→ **Assigned task**:
The reply should be one number: how many lines of the data below contain "dead".

→ **Dataset entries**:

--------

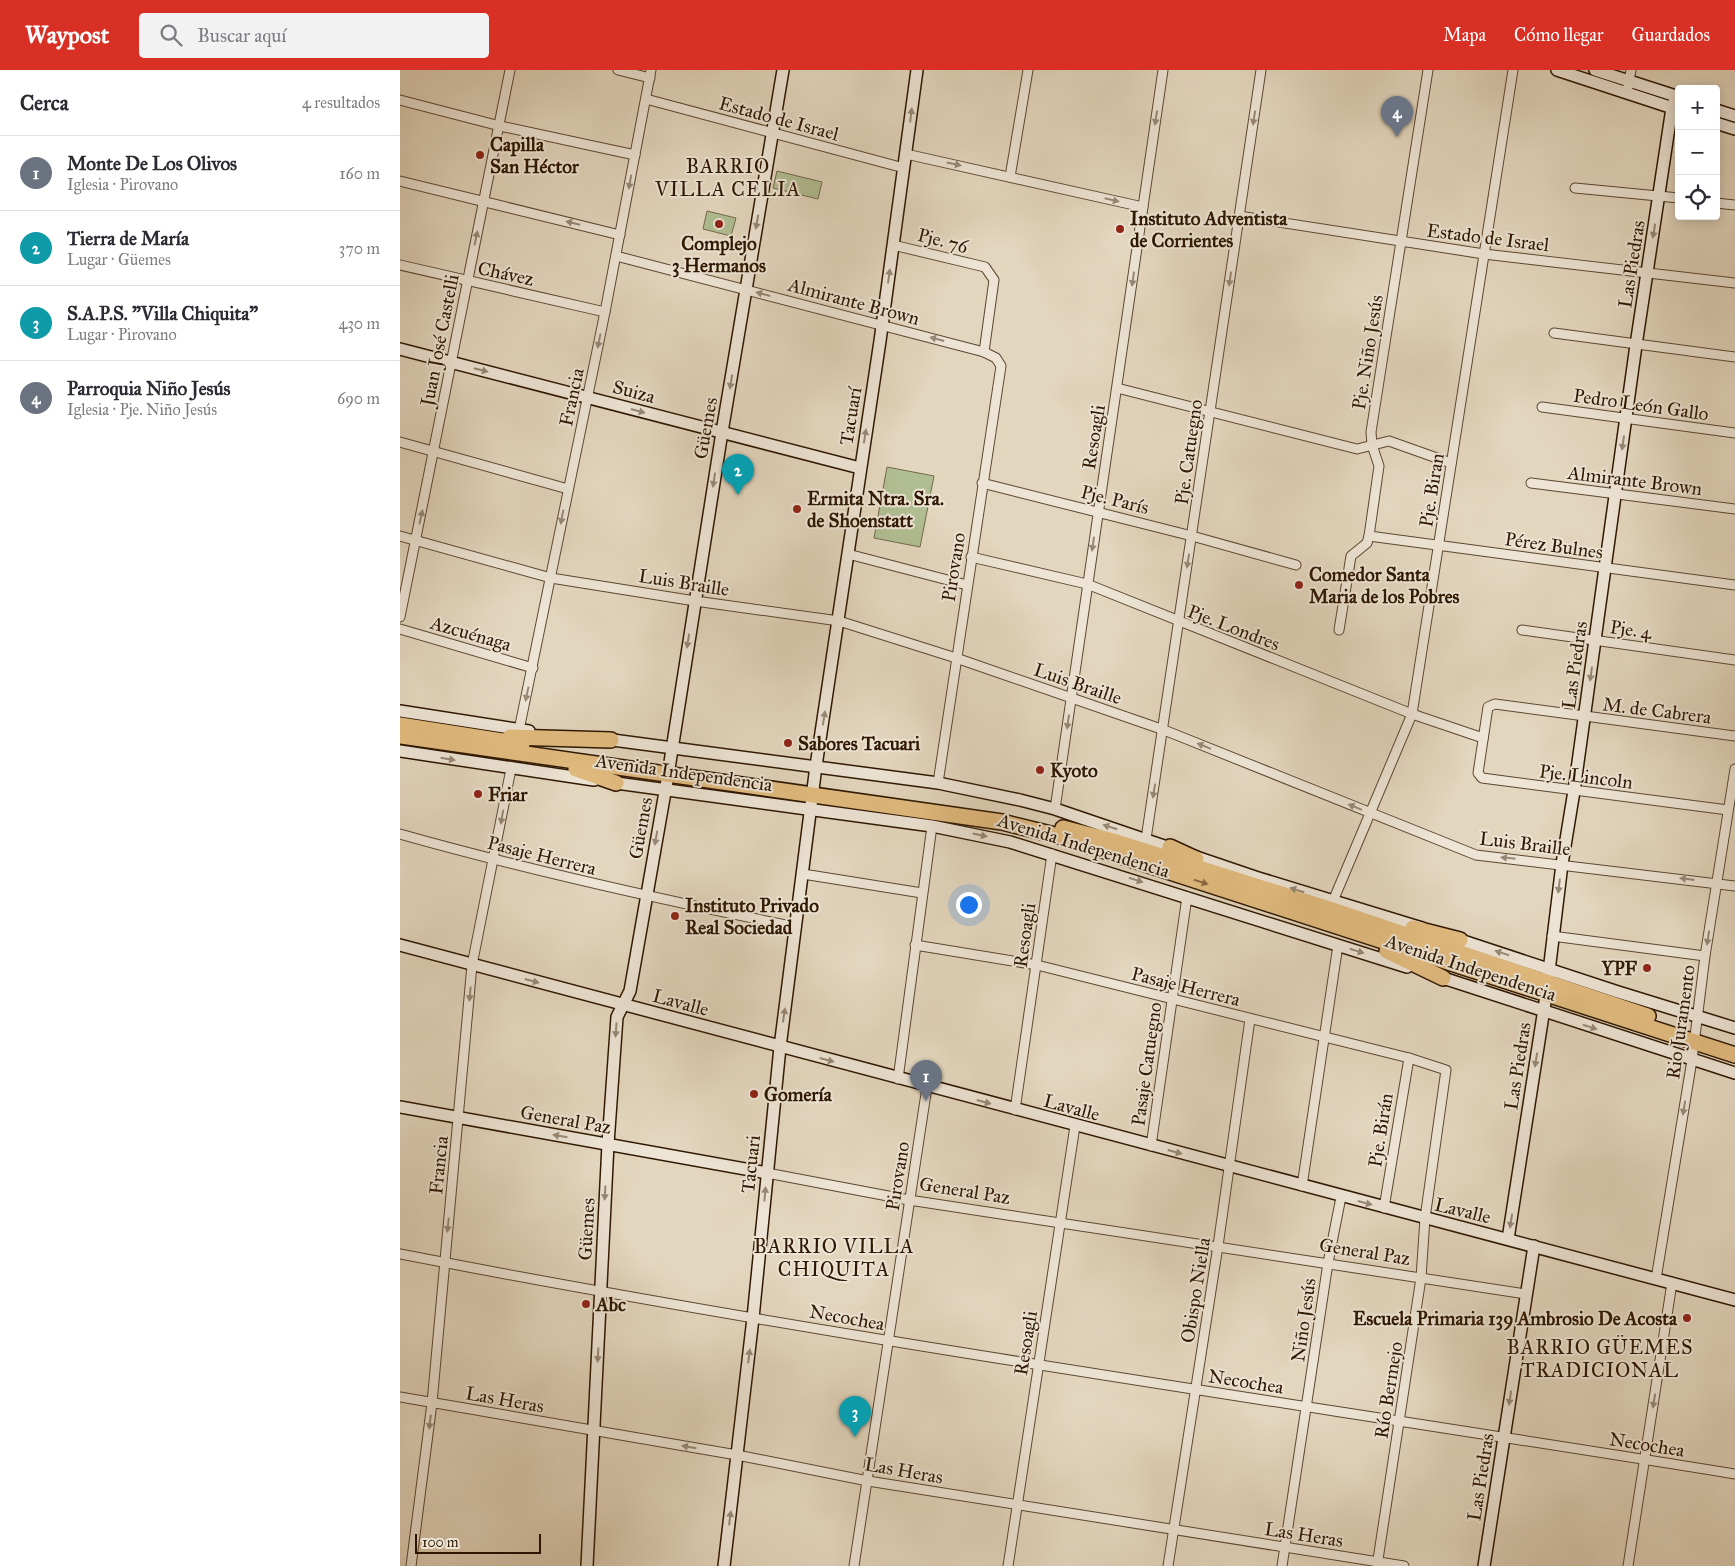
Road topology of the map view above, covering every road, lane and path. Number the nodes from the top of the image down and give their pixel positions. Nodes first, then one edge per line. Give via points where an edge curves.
1 (510, 70) edge
2 (618, 70) edge
3 (783, 70) edge
4 (917, 70) edge
5 (1028, 70) edge
6 (1162, 70) edge
7 (1261, 70) edge
8 (1428, 70) edge
9 (1513, 70) edge
10 (1557, 70) edge
11 (1595, 70) edge
12 (650, 74) edge
13 (1629, 81) edge
14 (1675, 96) edge
15 (400, 100) edge
16 (646, 100) junction
17 (1675, 108) edge
18 (1720, 111) edge
19 (1675, 114) edge
20 (1735, 116) edge
21 (1720, 124) edge
22 (500, 126) junction
23 (1735, 129) edge
24 (773, 133) junction
25 (906, 154) junction
26 (635, 155) junction
27 (904, 168) junction
28 (1010, 177) junction
29 (400, 181) edge
30 (1575, 188) dead end
31 (1660, 196) junction
32 (1675, 198) edge
33 (484, 201) junction
34 (1720, 203) edge
35 (1735, 205) edge
36 (1144, 208) junction
37 (1239, 216) junction
38 (620, 235) junction
39 (1401, 242) junction
40 (893, 245) junction
41 (1484, 254) junction
42 (616, 256) junction
43 (400, 265) edge
44 (1647, 272) junction
45 (466, 281) junction
46 (1735, 283) edge
47 (746, 290) junction
48 (606, 312) junction
49 (882, 325) junction
50 (1554, 333) dead end
51 (1636, 345) junction
52 (400, 349) edge
53 (984, 352) junction
54 (1735, 357) edge
55 (996, 358) joint
56 (450, 362) junction
57 (1117, 388) junction
58 (587, 397) junction
59 (1542, 407) dead end
60 (1211, 411) junction
61 (1626, 419) junction
62 (722, 432) junction
63 (1735, 433) edge
64 (400, 442) edge
65 (1372, 445) junction
66 (435, 450) junction
67 (1451, 463) junction
68 (860, 468) junction
69 (982, 483) junction
70 (1532, 483) dead end
71 (568, 490) junction
72 (1616, 493) junction
73 (1735, 509) edge
74 (1097, 512) junction
75 (400, 536) edge
76 (1192, 536) junction
77 (1369, 536) junction
78 (416, 540) junction
79 (1439, 546) junction
80 (848, 554) junction
81 (971, 557) junction
82 (1296, 565) dead end
83 (1605, 568) junction
84 (551, 578) junction
85 (1087, 584) junction
86 (967, 585) junction
87 (1735, 585) edge
88 (695, 601) junction
89 (400, 616) edge
90 (839, 621) junction
91 (1179, 623) junction
92 (400, 629) edge
93 (1339, 630) dead end
94 (1522, 630) dead end
95 (1596, 640) junction
96 (956, 658) junction
97 (1735, 660) edge
98 (533, 668) junction
99 (1072, 697) junction
100 (400, 711) edge
101 (1412, 714) junction
102 (1584, 717) junction
103 (400, 725) edge
104 (519, 730) junction
105 (1164, 730) junction
106 (400, 736) edge
107 (480, 736) junction
108 (1735, 736) edge
109 (1483, 738) junction
110 (611, 740) junction
111 (672, 748) junction
112 (400, 751) edge
113 (504, 751) junction
114 (816, 766) junction
115 (510, 769) junction
116 (1735, 769) edge
117 (667, 777) junction
118 (616, 783) junction
119 (938, 783) junction
120 (814, 790) junction
121 (1574, 792) junction
122 (1055, 809) junction
123 (811, 810) junction
124 (1728, 810) junction
125 (1371, 814) junction
126 (932, 826) junction
127 (400, 834) edge
128 (1146, 839) junction
129 (1170, 847) junction
130 (1052, 854) junction
131 (494, 861) junction
132 (1562, 864) junction
133 (803, 874) junction
134 (1717, 883) junction
135 (1735, 886) edge
136 (1254, 887) junction
137 (922, 893) junction
138 (646, 897) junction
139 (1187, 897) junction
140 (1329, 910) junction
141 (796, 927) junction
142 (1552, 936) junction
143 (1460, 940) joint
144 (400, 945) edge
145 (915, 945) junction
146 (1338, 946) junction
147 (1705, 956) junction
148 (472, 965) junction
149 (1036, 965) junction
150 (1443, 978) junction
151 (1547, 982) junction
152 (1171, 1000) junction
153 (623, 1005) junction
154 (1543, 1012) junction
155 (1697, 1016) junction
156 (1250, 1019) junction
157 (1735, 1028) edge
158 (1695, 1036) junction
159 (1325, 1037) junction
160 (1735, 1044) edge
161 (780, 1047) junction
162 (1735, 1055) edge
163 (1409, 1058) junction
164 (1692, 1060) junction
165 (1446, 1070) joint
166 (1735, 1073) edge
167 (898, 1079) junction
168 (926, 1087) junction
169 (400, 1107) edge
170 (1015, 1110) junction
171 (459, 1117) junction
172 (1075, 1126) junction
173 (608, 1144) junction
174 (1151, 1146) junction
175 (1229, 1167) junction
176 (767, 1173) junction
177 (1302, 1186) junction
178 (1341, 1197) junction
179 (909, 1200) junction
180 (1384, 1208) junction
181 (1425, 1218) junction
182 (1061, 1223) junction
183 (1508, 1239) junction
184 (1218, 1246) junction
185 (1534, 1246) junction
186 (400, 1254) edge
187 (445, 1263) junction
188 (1328, 1263) junction
189 (1421, 1278) junction
190 (1656, 1279) junction
191 (1672, 1283) junction
192 (601, 1292) junction
193 (1526, 1294) junction
194 (1735, 1300) edge
195 (753, 1318) junction
196 (888, 1341) junction
197 (1038, 1364) junction
198 (1196, 1390) junction
199 (400, 1397) edge
200 (432, 1403) junction
201 (1307, 1407) junction
202 (1400, 1422) junction
203 (594, 1431) junction
204 (1505, 1437) junction
205 (737, 1455) junction
206 (1645, 1460) junction
207 (1735, 1474) edge
208 (868, 1481) junction
209 (1017, 1505) junction
210 (1174, 1531) junction
211 (1285, 1547) junction
212 (1377, 1564) edge
213 (411, 1566) edge
214 (588, 1566) edge
215 (724, 1566) edge
216 (854, 1566) edge
217 (1008, 1566) edge
218 (1168, 1566) edge
219 (1282, 1566) edge
220 (1404, 1566) edge
221 (1484, 1566) edge
222 (1628, 1566) edge

1 - 22 street, Juan José Castelli
2 - 12 street
3 - 24 street, Güemes
25 -> 4 street, Tacuarí
5 - 28 street
6 -> 36 street, Resoagli
7 -> 37 street, Pje. Catuegno
8 - 39 street, Pje. Niño Jesús
9 - 41 street, Pje. Biran
10 - 13 street
11 - 13 street
12 - 16 street, Francia
13 - 14 street
13 - 17 street
15 - 22 street
16 - 24 street, Estado de Israel
16 - 26 street, Francia
18 - 20 street
19 - 31 street, Las Piedras
21 - 23 street
22 - 26 street
22 - 33 street, Juan José Castelli
24 - 27 street, Estado de Israel
24 -> 47 street, Güemes
25 - 27 street, Tacuarí
25 -> 28 street
26 -> 38 street, Francia
27 - 40 street, Tacuarí
28 -> 36 street
29 - 33 street
30 - 31 street
31 - 32 street
31 -> 44 street, Las Piedras
38 -> 33 street
45 -> 33 street, Juan José Castelli
34 - 35 street
36 -> 57 street, Resoagli
37 - 39 street, Estado de Israel
37 -> 60 street, Pje. Catuegno
38 - 42 street, Francia
39 - 41 street, Estado de Israel
39 - 65 street, Pje. Niño Jesús via 1371,432
49 -> 40 street, Tacuarí
40 - 53 street, Pje. 76 via 985,267 994,280
41 - 44 street, Estado de Israel
41 - 67 street, Pje. Biran
42 - 47 street, Almirante Brown
42 - 48 street, Francia
43 - 45 street, Chávez
44 - 46 street, Estado de Israel
44 - 51 street, Las Piedras
45 - 48 street, Chávez
45 - 56 street, Juan José Castelli
49 -> 47 street, Almirante Brown
47 -> 62 street, Güemes
48 -> 58 street, Francia
53 -> 49 street, Almirante Brown
68 -> 49 street, Tacuarí
50 - 51 street
51 - 54 street
51 - 61 street, Las Piedras
52 - 56 street, Suiza
53 - 55 street, Almirante Brown
55 - 69 street, Pirovano via 1001,366
56 -> 58 street, Suiza
56 - 66 street, Juan José Castelli
57 - 60 street
57 - 74 street, Resoagli
58 -> 62 street, Suiza
58 - 71 street, Francia
59 - 61 street, Pedro León Gallo
60 - 65 street via 1357,449
60 - 76 street, Pje. Catuegno
61 - 63 street, Pedro León Gallo
61 -> 72 street, Las Piedras
62 - 68 street, Suiza
62 -> 88 street, Güemes
64 - 66 street
65 - 67 street via 1389,441
65 - 77 street, Pje. Niño Jesús via 1379,466
66 - 71 street
78 -> 66 street, Juan José Castelli
67 - 79 street, Pje. Biran
68 - 80 street, Tacuarí
69 - 74 street, Pje. París
69 - 81 street, Pirovano
70 - 72 street, Almirante Brown
71 -> 84 street, Francia
72 - 73 street, Almirante Brown
72 - 83 street, Las Piedras
74 - 76 street, Pje. París
74 -> 85 street, Resoagli
75 - 78 street, Luis Braille
76 - 82 street, Pje. París
76 -> 91 street, Pje. Catuegno
77 - 79 street, Pérez Bulnes
77 - 93 street via 1367,543 1351,556
78 - 84 street, Luis Braille
78 - 89 street, Juan José Castelli
79 - 83 street, Pérez Bulnes
79 - 101 street, Pje. Biran
80 - 86 street
80 - 90 street, Tacuarí
81 - 85 street, Pje. Londres
81 - 86 street, Pirovano
83 - 87 street, Pérez Bulnes
83 - 95 street, Las Piedras
84 - 88 street, Luis Braille
84 - 98 street, Francia
85 - 91 street, Pje. Londres
85 - 99 street, Resoagli
86 - 96 street, Pirovano
88 - 90 street, Luis Braille
88 -> 111 street, Güemes
90 - 96 street, Luis Braille
114 -> 90 street, Tacuarí
91 - 101 street, Pje. Londres
91 - 105 street, Pje. Catuegno
92 - 98 street, Azcuénaga
94 - 95 street, Pje. 4
95 - 97 street, Pje. 4
95 -> 102 street, Las Piedras
96 - 99 street, Luis Braille
96 - 119 street, Pirovano
98 -> 104 street, Francia
99 - 105 street, Luis Braille
99 -> 122 street, Resoagli
100 - 104 street, Avenida Independencia
101 - 109 street, Pje. Londres
101 - 125 street, Pje. Biran
102 - 108 street, M. de Cabrera
102 - 109 street, M. de Cabrera via 1495,704 1488,708
102 - 121 street, Las Piedras
103 - 107 highway, Avenida Independencia
104 - 110 street, Avenida Independencia
125 -> 105 street, Luis Braille
105 -> 128 street, Pje. Catuegno
106 - 113 highway, Avenida Independencia
107 - 110 highway
107 - 117 highway, Avenida Independencia
109 - 121 street, Pje. Lincoln via 1478,773 1482,778
110 - 111 street, Avenida Independencia
111 - 114 street, Avenida Independencia
111 - 117 street, Güemes
112 -> 115 street, Avenida Independencia
113 - 117 highway, Avenida Independencia
113 - 118 highway via 558,763
114 - 119 street, Avenida Independencia
114 - 120 street, Tacuari
115 - 118 street, Avenida Independencia
115 -> 131 street, Francia
116 - 124 street, Rio Juramento
117 - 118 street, Avenida Independencia
117 - 120 highway, Avenida Independencia
117 - 123 street, Avenida Independencia
117 -> 138 street, Güemes
119 - 122 street, Avenida Independencia
120 - 123 street, Tacuari
120 - 136 highway, Avenida Independencia via 942,803 1043,822
120 -> 140 highway, Avenida Independencia via 1002,822
121 - 124 street, Pje. Lincoln
121 - 132 street, Las Piedras
128 -> 122 street, Avenida Independencia
123 - 126 street, Avenida Independencia
123 - 133 street, Tacuari
124 - 134 street, Rio Juramento
132 -> 125 street, Luis Braille via 1476,855
125 - 140 street, Pje. Biran
126 -> 130 street, Avenida Independencia
126 - 137 street
127 - 131 street, Pasaje Herrera
128 - 129 street, Avenida Independencia
129 - 136 highway
140 -> 129 street, Avenida Independencia via 1255,877
130 -> 139 street, Avenida Independencia
130 - 149 street, Resoagli
131 - 138 street, Pasaje Herrera
131 - 148 street, Francia
134 -> 132 street, Luis Braille
132 -> 142 street, Las Piedras
133 - 137 street
133 - 141 street, Tacuari
134 - 135 street, Luis Braille
134 -> 147 street, Rio Juramento
136 - 140 highway, Avenida Independencia
137 - 145 street
138 - 141 street, Pasaje Herrera
138 - 153 street, Güemes via 630,991
139 - 146 street, Avenida Independencia
139 - 152 street, Pasaje Catuegno
140 - 143 highway
140 - 150 highway
140 - 151 highway, Avenida Independencia
161 -> 141 street, Tacuari
142 - 147 street
142 - 151 street, Las Piedras
151 -> 143 street, Avenida Independencia
144 - 148 street, Lavalle
145 - 149 street, Pasaje Herrera
145 - 167 street
146 -> 150 street, Avenida Independencia
146 - 159 street
147 - 155 street, Rio Juramento
148 -> 153 street, Lavalle
148 -> 171 street, Francia
149 - 152 street, Pasaje Herrera
149 - 170 street, Resoagli
150 - 154 street, Avenida Independencia
151 - 154 street, Las Piedras
151 - 155 street, Avenida Independencia via 1618,992
151 - 158 highway, Avenida Independencia
152 - 156 street, Pasaje Herrera
152 - 174 street, Pasaje Catuegno
153 - 161 street, Lavalle
153 -> 173 street, Güemes via 617,1017
154 -> 164 street, Avenida Independencia
154 -> 183 street, Las Piedras
155 - 157 street, Avenida Independencia
155 - 158 street, Rio Juramento
156 - 159 street, Pasaje Herrera
156 - 175 street, Obispo Niella
158 - 160 highway, Avenida Independencia
158 - 162 highway, Avenida Independencia
158 - 164 street, Rio Juramento
159 - 163 street, Pasaje Herrera
159 - 177 street
161 -> 167 street, Lavalle
161 - 176 street, Tacuari
163 - 165 street, Pasaje Herrera
163 - 180 street, Pje. Birán
164 - 166 street, Avenida Independencia
164 -> 190 street, Rio Juramento
165 - 181 street, Río Bermejo
167 - 168 street, Lavalle
168 -> 170 street, Lavalle
168 - 179 street, Pirovano
169 - 171 street, General Paz
170 - 172 street, Lavalle
173 -> 171 street, General Paz
171 -> 187 street, Francia
172 - 174 street, Lavalle
172 - 182 street, Resoagli
173 - 176 street, General Paz
173 -> 192 street, Güemes
174 -> 175 street, Lavalle
175 - 177 street, Lavalle
175 - 184 street, Obispo Niella
176 - 179 street, General Paz
195 -> 176 street, Tacuari
177 - 178 street, Lavalle
178 -> 180 street, Lavalle
178 - 188 street, Niño Jesús
179 - 182 street, General Paz
179 - 196 street, Pirovano
180 - 181 street, Lavalle
181 - 183 street, Lavalle
181 - 189 street, Río Bermejo
182 - 184 street, General Paz
182 - 197 street, Resoagli
183 - 185 street, Lavalle
184 - 188 street, General Paz
184 - 198 street, Obispo Niella
185 - 190 street, Lavalle
185 - 193 street, Las Piedras
186 - 187 street
187 - 192 street
187 - 200 street, Francia
188 - 189 street, General Paz
188 - 201 street, Niño Jesús
189 - 193 street, General Paz
189 - 202 street, Río Bermejo
190 - 191 street, Lavalle
191 - 194 street, Lavalle
191 -> 206 street
192 - 195 street, Necochea
192 -> 203 street, Güemes
193 -> 204 street, Las Piedras
195 - 196 street, Necochea
205 -> 195 street, Tacuari
196 - 197 street, Necochea
196 - 208 street, Pirovano
197 - 198 street, Necochea
197 - 209 street, Resoagli
198 - 201 street, Necochea
198 - 210 street, Obispo Niella
199 - 200 street, Las Heras
200 - 203 street, Las Heras
200 -> 213 street, Francia
201 - 202 street, Necochea
201 - 211 street, Niño Jesús
202 - 204 street, Necochea
202 - 212 street, Río Bermejo
205 -> 203 street, Las Heras
203 - 214 street, Güemes
204 - 206 street, Necochea
204 - 221 street, Las Piedras
205 - 208 street, Las Heras
215 -> 205 street, Tacuari
206 - 207 street, Necochea
206 - 222 street
208 - 209 street, Las Heras
208 - 216 street, Pirovano
209 - 210 street, Las Heras
209 - 217 street, Resoagli
210 - 211 street, Las Heras
210 - 218 street, Obispo Niella
211 - 212 street, Las Heras
211 - 219 street, Niño Jesús
212 - 220 street, Las Heras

--------

→ **Final answer**:
7